CORTE SUPREMA DE JUSTICIA República de Colombia Corte Suprema de Justicia 11 República de Colombia Corte Suprema de Justicia Rad.No.34582 YANED AMELIA SANTANDER ÑAÑEZ Vs. BANCO CENTRAL HIPOTECARIO EN LIQUIDACIÓN. CORTE SUPREMA DE JUSTICIA SALA DE CASACIÓN LABORAL Magistrada Ponente: ELSY DEL PILAR CUELLO CALDERÓN Rad. No.34582 Acta No.04 Bogotá, D.C., cuatro (4) de febrero de dos mil nueve (2009).
La Corte resuelve el recurso de casación interpuesto por YANED AMELIA SANTANDER ÑAÑEZ contra la sentencia proferida por la Sala Civil Laboral Familia del Tribunal Superior del Distrito Judicial de Popayán, el 3 de octubre de 2007, dentro del proceso ordinario que la recurrente le instauró al BANCO CENTRAL HIPOTECARIO, B.C.H. EN LIQUIDACIÓN (BCH).

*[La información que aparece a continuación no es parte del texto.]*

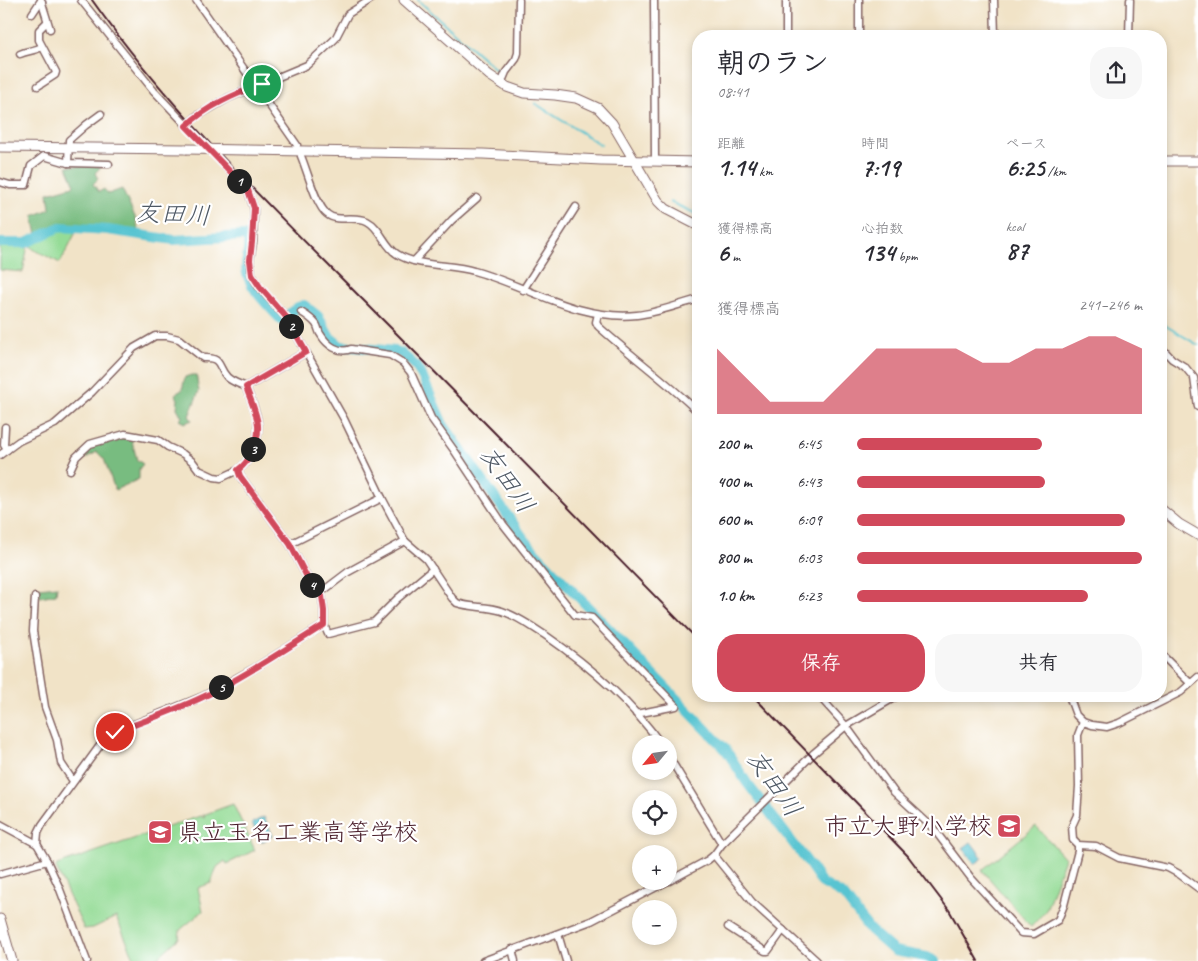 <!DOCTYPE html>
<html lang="ja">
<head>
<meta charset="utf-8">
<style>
	:root { --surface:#fff; --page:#f7f7f7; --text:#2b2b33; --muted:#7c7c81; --accent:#d1495b }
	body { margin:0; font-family:Caveat,"Klee One",sans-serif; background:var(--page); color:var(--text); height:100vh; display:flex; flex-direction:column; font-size:19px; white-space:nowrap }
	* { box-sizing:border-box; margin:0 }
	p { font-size:16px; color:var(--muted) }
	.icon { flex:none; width:28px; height:28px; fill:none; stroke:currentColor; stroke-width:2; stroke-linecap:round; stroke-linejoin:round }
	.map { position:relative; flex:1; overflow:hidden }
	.side { position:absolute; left:692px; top:30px; width:475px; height:672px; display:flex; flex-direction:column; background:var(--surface); border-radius:20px; box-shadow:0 2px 8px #0003 }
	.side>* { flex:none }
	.needle { width:32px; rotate:241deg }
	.controls { position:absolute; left:632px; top:735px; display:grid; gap:10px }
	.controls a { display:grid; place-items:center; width:45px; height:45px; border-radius:50%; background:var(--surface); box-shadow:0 2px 8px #0003; font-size:25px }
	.pin { position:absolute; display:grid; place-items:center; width:42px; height:42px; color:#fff; margin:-21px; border:2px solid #fff; border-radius:50%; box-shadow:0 1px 5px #0007 }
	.km { position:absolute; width:25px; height:25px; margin:-12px; border-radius:50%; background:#222; color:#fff; font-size:14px; line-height:25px; text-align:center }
	.round { display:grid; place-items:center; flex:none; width:52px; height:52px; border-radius:20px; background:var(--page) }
	.head { display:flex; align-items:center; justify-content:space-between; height:85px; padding:0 25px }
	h1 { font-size:28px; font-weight:600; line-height:38px }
	.metrics { display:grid; grid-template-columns:repeat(3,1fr); gap:8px; height:85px; padding:5px 25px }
	.metrics div { display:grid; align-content:center }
	.metrics b { font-size:25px; font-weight:600 }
	.metrics small { font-size:14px; font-weight:400 }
	.metrics p { font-size:14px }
	.chart { height:140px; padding:10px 25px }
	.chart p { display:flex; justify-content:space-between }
	.chart svg { width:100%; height:90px; margin-top:5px; fill:var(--accent); opacity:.7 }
	.action { display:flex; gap:10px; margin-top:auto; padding:10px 25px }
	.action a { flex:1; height:58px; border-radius:20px; background:var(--accent); color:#fff; font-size:20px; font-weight:600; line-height:58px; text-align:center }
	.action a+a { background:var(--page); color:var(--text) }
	ul { padding:0 25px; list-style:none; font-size:16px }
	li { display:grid; grid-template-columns:80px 60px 1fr; align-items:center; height:38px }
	li i { height:12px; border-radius:6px; background:var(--accent) }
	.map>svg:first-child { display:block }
	.green { fill:#95dc97; stroke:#707e61 }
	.forest { fill:#78bc80; stroke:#616e56 }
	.water { fill:#58c4d1; stroke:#51727e }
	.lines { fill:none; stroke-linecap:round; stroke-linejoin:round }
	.stream { stroke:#58c4d1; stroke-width:2 }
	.river { stroke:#58c4d1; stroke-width:10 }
	.street-casing { stroke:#846462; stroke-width:9 }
	.secondary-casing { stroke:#846462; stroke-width:11 }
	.street { stroke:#fff; stroke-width:6 }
	.secondary { stroke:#fff; stroke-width:9 }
	.rail { stroke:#4a1f2b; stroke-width:2 }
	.secondary-bridge-casing { stroke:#846462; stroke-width:11; stroke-linecap:butt }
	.secondary-bridge { stroke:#fff; stroke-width:9 }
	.route-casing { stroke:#fff; stroke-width:10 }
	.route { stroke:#d1495b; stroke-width:6 }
	.labels { text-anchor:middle; stroke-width:4.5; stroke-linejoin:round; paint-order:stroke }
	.poi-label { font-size:24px; fill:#4a1f2b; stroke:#fff; text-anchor:end }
	.water-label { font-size:25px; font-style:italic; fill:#4f5965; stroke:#fff }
</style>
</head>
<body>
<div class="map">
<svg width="1198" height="961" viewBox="0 0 1198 961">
	<rect width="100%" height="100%" fill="#fff"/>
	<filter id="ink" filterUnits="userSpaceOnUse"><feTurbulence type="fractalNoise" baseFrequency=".02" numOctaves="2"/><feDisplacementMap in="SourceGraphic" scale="10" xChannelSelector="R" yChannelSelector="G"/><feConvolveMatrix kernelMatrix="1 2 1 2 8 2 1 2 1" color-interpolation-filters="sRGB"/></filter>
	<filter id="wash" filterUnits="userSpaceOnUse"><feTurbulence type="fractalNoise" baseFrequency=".0096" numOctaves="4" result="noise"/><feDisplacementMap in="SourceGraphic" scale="20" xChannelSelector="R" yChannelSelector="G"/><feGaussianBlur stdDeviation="1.12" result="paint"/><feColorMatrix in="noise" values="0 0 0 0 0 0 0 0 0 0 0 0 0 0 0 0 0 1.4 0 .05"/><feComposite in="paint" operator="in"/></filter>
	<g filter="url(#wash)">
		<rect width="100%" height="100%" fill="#f1e3c7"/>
		<g class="green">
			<polygon points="60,229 76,232 60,263 33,249 29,244"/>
			<polygon points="0,244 28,244 23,272 0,270"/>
			<polygon points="233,804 255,850 227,864 225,861 217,867 211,883 198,888 203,911 180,930 179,938 154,961 135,960 116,917 93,928 84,929 56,868 57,865 200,816 205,818 203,815"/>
			<polygon points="1036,826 1065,858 1046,910 1031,927 982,870"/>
		</g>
		<g class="forest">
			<polygon points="67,166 102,166 95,173 98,179 93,184 99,192 104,189 108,194 122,189 136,219 139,232 116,228 60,225 37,235 33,216 50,209 48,193 73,186 74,183"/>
			<path d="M191 375H196C198 381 197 385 199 391L189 416 192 420 185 423 180 420 182 417 177 408 178 399 175 394 182 390 185 377Z"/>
			<polygon points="125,435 133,438 132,441 137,460 143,464 139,469 139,479 115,490 104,459 97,452 86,458 79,458 90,445"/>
			<polygon points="57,586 56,594 40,597 39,588"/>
		</g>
		<g class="water">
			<polygon points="264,817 273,836 261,842 252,823"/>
			<polygon points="971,842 983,858 975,864 963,848"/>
		</g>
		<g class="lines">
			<g class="stream">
				<polyline points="418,0 502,75"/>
				<path d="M535 103C556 118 579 130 601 145"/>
				<polyline points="670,202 699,215"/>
				<polyline points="1161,323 1198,345"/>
			</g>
			<path class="river" d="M0 243H26L60 227 108 230 174 240 243 236 247 237C251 247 246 258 246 268 248 288 268 305 281 320L298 307 304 305 318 316 329 336 341 346 396 351 401 353 415 365 422 376 443 424 522 536 536 553 726 750 747 783 809 864 822 883 843 895 870 930 894 951 927 957 935 961"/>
		</g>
	</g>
	<g filter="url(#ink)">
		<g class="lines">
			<defs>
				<g id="street">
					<polyline points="41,0 50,29"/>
					<path d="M81 0 154 91 248 190 254 209 253 242 250 260 252 275 259 287 287 318 306 352 344 419 382 498 405 541 426 559 452 598 457 603C472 608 487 606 502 611 517 616 531 626 545 635 587 664 631 702 661 744"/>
					<polyline points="196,0 297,145"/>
					<polyline points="654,0 655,161"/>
					<polyline points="859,0 859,36"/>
					<polyline points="994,0 995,36"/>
					<polyline points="32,14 40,2 42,2"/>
					<polyline points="786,36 786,0"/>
					<polyline points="1129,36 1130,0"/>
					<path d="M20 54C28 50 32 52 42 47"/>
					<polyline points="501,84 506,72 516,59 518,53 519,0"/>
					<polyline points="38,86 55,75 56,72 39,40 39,30 47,22"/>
					<polyline points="186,126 197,116 228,98 307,65 335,39 348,14 370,0"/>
					<path d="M301 156C307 170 316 206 327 214 337 223 355 215 367 221 381 228 384 246 397 254 417 267 451 264 474 271 528 286 578 321 637 315 657 313 679 304 699 299"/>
					<polyline points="68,163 69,140 86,125 101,114"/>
					<polyline points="0,182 10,185 26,185 31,166 44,156 68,163 109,164"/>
					<polyline points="414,261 452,220 477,198"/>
					<polyline points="523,290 576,207"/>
					<path d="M301 312C306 315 312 319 316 324 319 328 318 332 321 335 327 345 339 354 351 349L390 355 403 363 411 373 431 418 456 453 503 524 575 615 592 618 676 706 636 714"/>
					<path d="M598 314 596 322 598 326C631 356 668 382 699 413"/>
					<polyline points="1161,347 1172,359 1185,367 1194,378 1198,407"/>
					<polyline points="246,387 306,352"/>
					<polyline points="5,427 4,445 7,450"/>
					<path d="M0 455 19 441 55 424 92 392 134 348 155 336H167L179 339 203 358C223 357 217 367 227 377 232 382 240 384 246 387 250 399 258 413 258 425 259 442 251 460 238 470L240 476 290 544 310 583 322 597 324 611V625L328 634 374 622 397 599 433 569"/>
					<polyline points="70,470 76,457 90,444 125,434 158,440 168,447 183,454 193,462 199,470 214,477 221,478 238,470"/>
					<polyline points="290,544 382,498"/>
					<polyline points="319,594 348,572 405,541"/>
					<polyline points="35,597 33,631 45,707 57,740 61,763 73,781"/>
					<polyline points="1161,654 1190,683"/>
					<polyline points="819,696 846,726 894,792 933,828 971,878 1021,933 1034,934 1058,920 1064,905 1078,851 1078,845 1073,840 1072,826 1077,815 1079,786 1078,735 1083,722"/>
					<polyline points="1069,696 1076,715 1083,722 1092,725 1107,727 1119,723 1181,692 1198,677"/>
					<polyline points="669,757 722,844"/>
					<polyline points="0,824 37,844 47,861 59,887 87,961"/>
					<polyline points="37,844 38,833 42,825 104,740 115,732 204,696 255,668 324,625"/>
					<polyline points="1078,845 1096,846 1119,858 1168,868 1179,874 1198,888"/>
					<polyline points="714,855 752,902 817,961"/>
					<polyline points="0,874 47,861"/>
					<polyline points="669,881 708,860 714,855 722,844 814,753 846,726 897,696"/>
					<polyline points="728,927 765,951 768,951 783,930"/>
					<polyline points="558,934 566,961"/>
					<polyline points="512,949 515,961"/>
					<polyline points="483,961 591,921 668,881"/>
				</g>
				<g id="secondary">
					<polyline points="404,0 489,75 507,87 524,93 555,95 576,98 598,108 612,123 658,201 666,209 699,226"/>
					<polyline points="0,147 186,149"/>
					<polyline points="246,150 483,154 601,160 699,162"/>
					<polyline points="1161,161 1198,161"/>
					<polyline points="1161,509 1179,524 1198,535"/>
					<polyline points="0,919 12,961"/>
				</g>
			</defs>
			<use href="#street" class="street-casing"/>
			<use href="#secondary" class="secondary-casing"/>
			<use href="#street" class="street"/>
			<use href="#secondary" class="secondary"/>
			<g class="rail">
				<path d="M92 0C174 116 278 214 378 315 486 423 592 532 699 641"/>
				<polyline points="753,696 908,856 949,910 978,961"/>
			</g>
			<defs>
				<polyline id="secondary-bridge" points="186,149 246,150"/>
			</defs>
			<use href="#secondary-bridge" class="secondary-bridge-casing"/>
			<use href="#secondary-bridge" class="secondary-bridge"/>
		</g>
	</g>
	<g class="lines" filter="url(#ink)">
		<defs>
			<path id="route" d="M115 732C145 721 176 710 205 696 246 676 284 650 324 625V611L322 596 310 583 290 544 240 476 238 470C251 460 259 442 258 425 257 413 250 399 246 387L306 352 287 318 260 287 252 275 250 260 252 242 254 208 248 190 186 126C207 106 235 94 262 84"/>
		</defs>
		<use href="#route" class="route-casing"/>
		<use href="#route" class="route"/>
	</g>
	<defs>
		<symbol id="school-square" viewBox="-11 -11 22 22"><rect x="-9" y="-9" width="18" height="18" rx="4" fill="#d1495b" stroke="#fff"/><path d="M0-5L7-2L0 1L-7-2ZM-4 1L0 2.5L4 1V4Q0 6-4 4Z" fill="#fff"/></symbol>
	</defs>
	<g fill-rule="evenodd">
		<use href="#school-square" x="995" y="812" width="28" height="28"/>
		<use href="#school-square" x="146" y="818" width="28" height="28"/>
	</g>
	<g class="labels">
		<g class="poi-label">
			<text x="992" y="834">市立大野小学校</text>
			<text x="178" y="840" text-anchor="start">県立玉名工業高等学校</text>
		</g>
		<g class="water-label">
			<text transform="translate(173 213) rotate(3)" y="9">友田川</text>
			<text transform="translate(508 479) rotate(55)" y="9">友田川</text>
			<text transform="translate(775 783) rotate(55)" y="9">友田川</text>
		</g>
	</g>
</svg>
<div class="controls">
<a><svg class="needle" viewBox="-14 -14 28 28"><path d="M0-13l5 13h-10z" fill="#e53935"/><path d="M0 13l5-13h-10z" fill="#7c7c81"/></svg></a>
<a><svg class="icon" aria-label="locate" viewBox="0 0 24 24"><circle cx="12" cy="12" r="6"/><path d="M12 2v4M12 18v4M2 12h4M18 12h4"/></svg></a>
<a>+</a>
<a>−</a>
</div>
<div class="pin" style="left:262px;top:84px;background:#1e9e55"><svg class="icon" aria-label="arrive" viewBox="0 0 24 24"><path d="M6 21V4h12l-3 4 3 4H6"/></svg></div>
<div class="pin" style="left:115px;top:732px;background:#d93025"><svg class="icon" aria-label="check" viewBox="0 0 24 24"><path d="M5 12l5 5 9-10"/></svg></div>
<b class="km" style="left:239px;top:181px">1</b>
<b class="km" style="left:291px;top:326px">2</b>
<b class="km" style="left:253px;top:449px">3</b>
<b class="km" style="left:312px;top:585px">4</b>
<b class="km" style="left:221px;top:687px">5</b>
<section class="side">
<div class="head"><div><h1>朝のラン</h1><p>08:41</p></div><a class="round"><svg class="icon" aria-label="share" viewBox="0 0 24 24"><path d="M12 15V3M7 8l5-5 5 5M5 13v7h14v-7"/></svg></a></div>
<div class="metrics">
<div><p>距離</p><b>1.14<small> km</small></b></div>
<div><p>時間</p><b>7:19</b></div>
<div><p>ペース</p><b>6:25<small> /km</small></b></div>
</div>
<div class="metrics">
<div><p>獲得標高</p><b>6<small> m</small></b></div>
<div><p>心拍数</p><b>134<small> bpm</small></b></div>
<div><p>kcal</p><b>87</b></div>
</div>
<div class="chart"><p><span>獲得標高</span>241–246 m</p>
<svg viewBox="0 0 160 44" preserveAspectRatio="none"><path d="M0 44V12L10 25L20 38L30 38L40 38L50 25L60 12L70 12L80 12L90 12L100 19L110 19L120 12L130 12L140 6L150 6L160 12V44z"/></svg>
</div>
<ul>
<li><b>200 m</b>6:45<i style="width:65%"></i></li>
<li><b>400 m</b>6:43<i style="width:66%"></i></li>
<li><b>600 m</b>6:09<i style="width:94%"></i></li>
<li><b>800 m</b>6:03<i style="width:100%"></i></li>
<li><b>1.0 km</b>6:23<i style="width:81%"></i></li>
</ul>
<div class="action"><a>保存</a><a>共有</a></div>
</section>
</div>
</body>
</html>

ANTECEDENTES La demandante pidió la nulidad absoluta del acta de conciliación que celebró con el demandado el día 26 de junio de 1997 y, como consecuencia, que se declarara haber sido despedida injustamente, así como también se reconociera su condición de jubilada conforme con el artículo 94 del Reglamento Interno de Trabajo del BCH, se le pagaran los auxilios óptico y educativo de manera vitalicia, la sanción moratoria, intereses y la indemnización convencional por despido; condenas todas debidamente indexadas, más la pensión por servicios, de conformidad con la Ley 33 de 1985.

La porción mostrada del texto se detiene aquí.